Required action:
Return all of the entries exactly, but do not include the pictures.

Stored items:
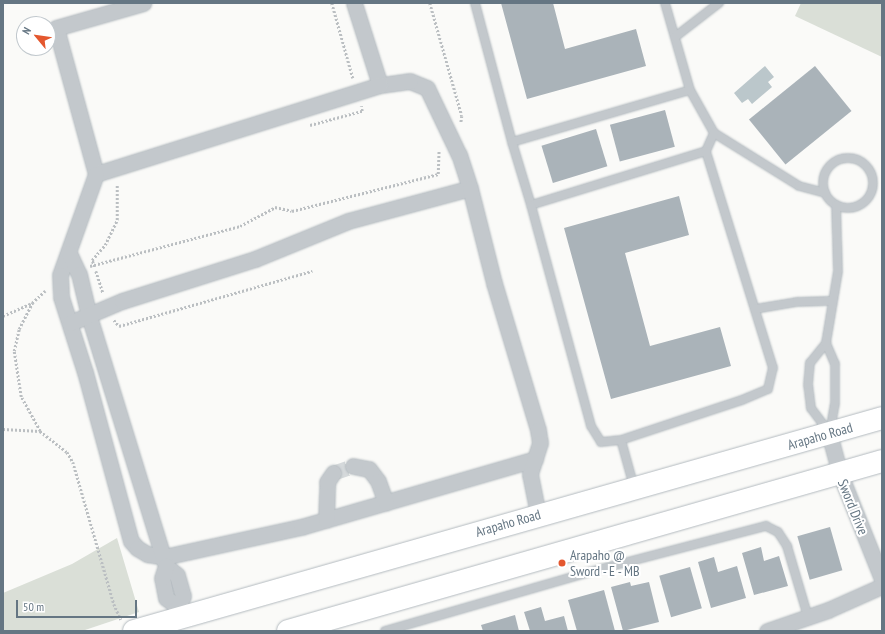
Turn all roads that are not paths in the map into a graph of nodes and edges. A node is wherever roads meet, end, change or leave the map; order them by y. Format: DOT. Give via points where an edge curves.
graph roads {
  1 [pos="142,3"];
  2 [pos="354,3"];
  3 [pos="475,3"];
  4 [pos="665,3"];
  5 [pos="719,3"];
  6 [pos="675,37"];
  7 [pos="380,85"];
  8 [pos="690,90"];
  9 [pos="714,134"];
  10 [pos="512,142"];
  11 [pos="706,151"];
  12 [pos="96,174"];
  13 [pos="470,188"];
  14 [pos="825,193"];
  15 [pos="531,205"];
  16 [pos="836,205"];
  17 [pos="69,253"];
  18 [pos="833,301"];
  19 [pos="755,309"];
  20 [pos="89,316"];
  21 [pos="70,323"];
  22 [pos="826,343"];
  23 [pos="882,418"];
  24 [pos="829,433"];
  25 [pos="621,440"];
  26 [pos="534,459"];
  27 [pos="882,461"];
  28 [pos="353,466"];
  29 [pos="333,472"];
  30 [pos="840,474"];
  31 [pos="634,487"];
  32 [pos="386,503"];
  33 [pos="538,514"];
  34 [pos="326,520"];
  35 [pos="165,561"];
  36 [pos="882,579"];
  37 [pos="882,586"];
  38 [pos="808,617"];
  39 [pos="181,619"];
  40 [pos="130,624"];
  41 [pos="288,631"];
  42 [pos="385,631"];
  43 [pos="767,631"];
  1 -- 12 [label="street" via="56,28"];
  2 -- 7 [label="street"];
  3 -- 10 [label="lane"];
  4 -- 6 [label="lane"];
  5 -- 6 [label="lane"];
  6 -- 8 [label="lane"];
  7 -- 12 [label="street"];
  7 -- 13 [label="street" via="410,81 427,88 452,139"];
  8 -- 9 [label="lane"];
  8 -- 10 [label="lane"];
  9 -- 11 [label="lane"];
  9 -- 14 [label="lane" via="799,186"];
  10 -- 15 [label="lane"];
  11 -- 15 [label="lane"];
  11 -- 19 [label="lane"];
  12 -- 17 [label="street" via="74,230"];
  13 -- 20 [label="street" via="348,221 255,259"];
  13 -- 26 [label="street" via="494,283 538,430 540,443"];
  14 -- 16 [label="lane"];
  14 -- 16 [label="lane" via="824,176 837,161 857,159 869,170 873,185 867,200 852,208"];
  15 -- 25 [label="lane" via="591,426 600,442"];
  16 -- 18 [label="lane" via="838,270"];
  17 -- 20 [label="street" via="77,270"];
  17 -- 21 [label="street" via="60,278 61,297"];
  18 -- 19 [label="lane" via="797,302"];
  18 -- 22 [label="lane"];
  19 -- 25 [label="lane" via="773,368 768,389"];
  20 -- 21 [label="street"];
  20 -- 35 [label="street"];
  21 -- 35 [label="street" via="131,541 147,554"];
  22 -- 24 [label="lane" via="835,364 835,403"];
  22 -- 24 [label="lane" via="810,363 808,385 811,408"];
  23 -- 24 [label="main road, Arapaho Road"];
  24 -- 30 [label="street, Sword Drive"];
  24 -- 31 [label="main road, Arapaho Road"];
  25 -- 31 [label="lane"];
  26 -- 32 [label="street"];
  26 -- 33 [label="street" via="530,474"];
  27 -- 30 [label="main road"];
  28 -- 32 [label="street" via="369,469 378,481"];
  29 -- 34 [label="street" via="328,482"];
  30 -- 36 [label="street, Sword Drive"];
  30 -- 41 [label="main road"];
  31 -- 33 [label="main road, Arapaho Road"];
  32 -- 34 [label="street"];
  33 -- 39 [label="main road, Arapaho Road"];
  34 -- 35 [label="street"];
  35 -- 39 [label="street" via="162,578 166,598"];
  37 -- 38 [label="street"];
  38 -- 42 [label="lane" via="788,546 778,532 766,526 589,572"];
  38 -- 43 [label="street"];
  39 -- 40 [label="main road, Arapaho Road"];
}
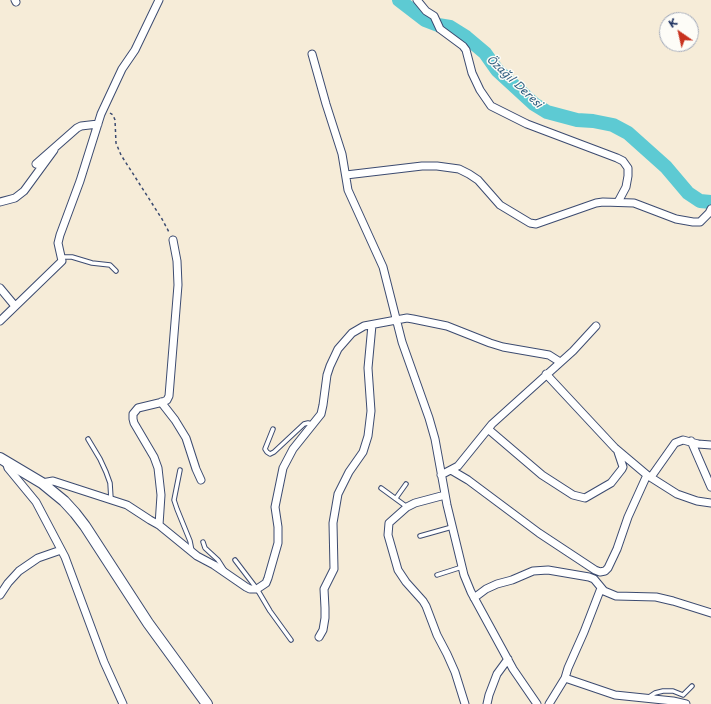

Answer for this exercise:
Turn all roads that are not paths in the map into a graph of nodes and edges. A node is wherever roads meet, end, change or leave the map; order them by y. Format: DOT. Give via points where an edge curves.
graph roads {
  1 [pos="142,3"];
  2 [pos="354,3"];
  3 [pos="475,3"];
  4 [pos="665,3"];
  5 [pos="719,3"];
  6 [pos="675,37"];
  7 [pos="380,85"];
  8 [pos="690,90"];
  9 [pos="714,134"];
  10 [pos="512,142"];
  11 [pos="706,151"];
  12 [pos="96,174"];
  13 [pos="470,188"];
  14 [pos="825,193"];
  15 [pos="531,205"];
  16 [pos="836,205"];
  17 [pos="69,253"];
  18 [pos="833,301"];
  19 [pos="755,309"];
  20 [pos="89,316"];
  21 [pos="70,323"];
  22 [pos="826,343"];
  23 [pos="882,418"];
  24 [pos="829,433"];
  25 [pos="621,440"];
  26 [pos="534,459"];
  27 [pos="882,461"];
  28 [pos="353,466"];
  29 [pos="333,472"];
  30 [pos="840,474"];
  31 [pos="634,487"];
  32 [pos="386,503"];
  33 [pos="538,514"];
  34 [pos="326,520"];
  35 [pos="165,561"];
  36 [pos="882,579"];
  37 [pos="882,586"];
  38 [pos="808,617"];
  39 [pos="181,619"];
  40 [pos="130,624"];
  41 [pos="288,631"];
  42 [pos="385,631"];
  43 [pos="767,631"];
  1 -- 12 [label="street" via="56,28"];
  2 -- 7 [label="street"];
  3 -- 10 [label="lane"];
  4 -- 6 [label="lane"];
  5 -- 6 [label="lane"];
  6 -- 8 [label="lane"];
  7 -- 12 [label="street"];
  7 -- 13 [label="street" via="410,81 427,88 452,139"];
  8 -- 9 [label="lane"];
  8 -- 10 [label="lane"];
  9 -- 11 [label="lane"];
  9 -- 14 [label="lane" via="799,186"];
  10 -- 15 [label="lane"];
  11 -- 15 [label="lane"];
  11 -- 19 [label="lane"];
  12 -- 17 [label="street" via="74,230"];
  13 -- 20 [label="street" via="348,221 255,259"];
  13 -- 26 [label="street" via="494,283 538,430 540,443"];
  14 -- 16 [label="lane"];
  14 -- 16 [label="lane" via="824,176 837,161 857,159 869,170 873,185 867,200 852,208"];
  15 -- 25 [label="lane" via="591,426 600,442"];
  16 -- 18 [label="lane" via="838,270"];
  17 -- 20 [label="street" via="77,270"];
  17 -- 21 [label="street" via="60,278 61,297"];
  18 -- 19 [label="lane" via="797,302"];
  18 -- 22 [label="lane"];
  19 -- 25 [label="lane" via="773,368 768,389"];
  20 -- 21 [label="street"];
  20 -- 35 [label="street"];
  21 -- 35 [label="street" via="131,541 147,554"];
  22 -- 24 [label="lane" via="835,364 835,403"];
  22 -- 24 [label="lane" via="810,363 808,385 811,408"];
  23 -- 24 [label="main road, Arapaho Road"];
  24 -- 30 [label="street, Sword Drive"];
  24 -- 31 [label="main road, Arapaho Road"];
  25 -- 31 [label="lane"];
  26 -- 32 [label="street"];
  26 -- 33 [label="street" via="530,474"];
  27 -- 30 [label="main road"];
  28 -- 32 [label="street" via="369,469 378,481"];
  29 -- 34 [label="street" via="328,482"];
  30 -- 36 [label="street, Sword Drive"];
  30 -- 41 [label="main road"];
  31 -- 33 [label="main road, Arapaho Road"];
  32 -- 34 [label="street"];
  33 -- 39 [label="main road, Arapaho Road"];
  34 -- 35 [label="street"];
  35 -- 39 [label="street" via="162,578 166,598"];
  37 -- 38 [label="street"];
  38 -- 42 [label="lane" via="788,546 778,532 766,526 589,572"];
  38 -- 43 [label="street"];
  39 -- 40 [label="main road, Arapaho Road"];
}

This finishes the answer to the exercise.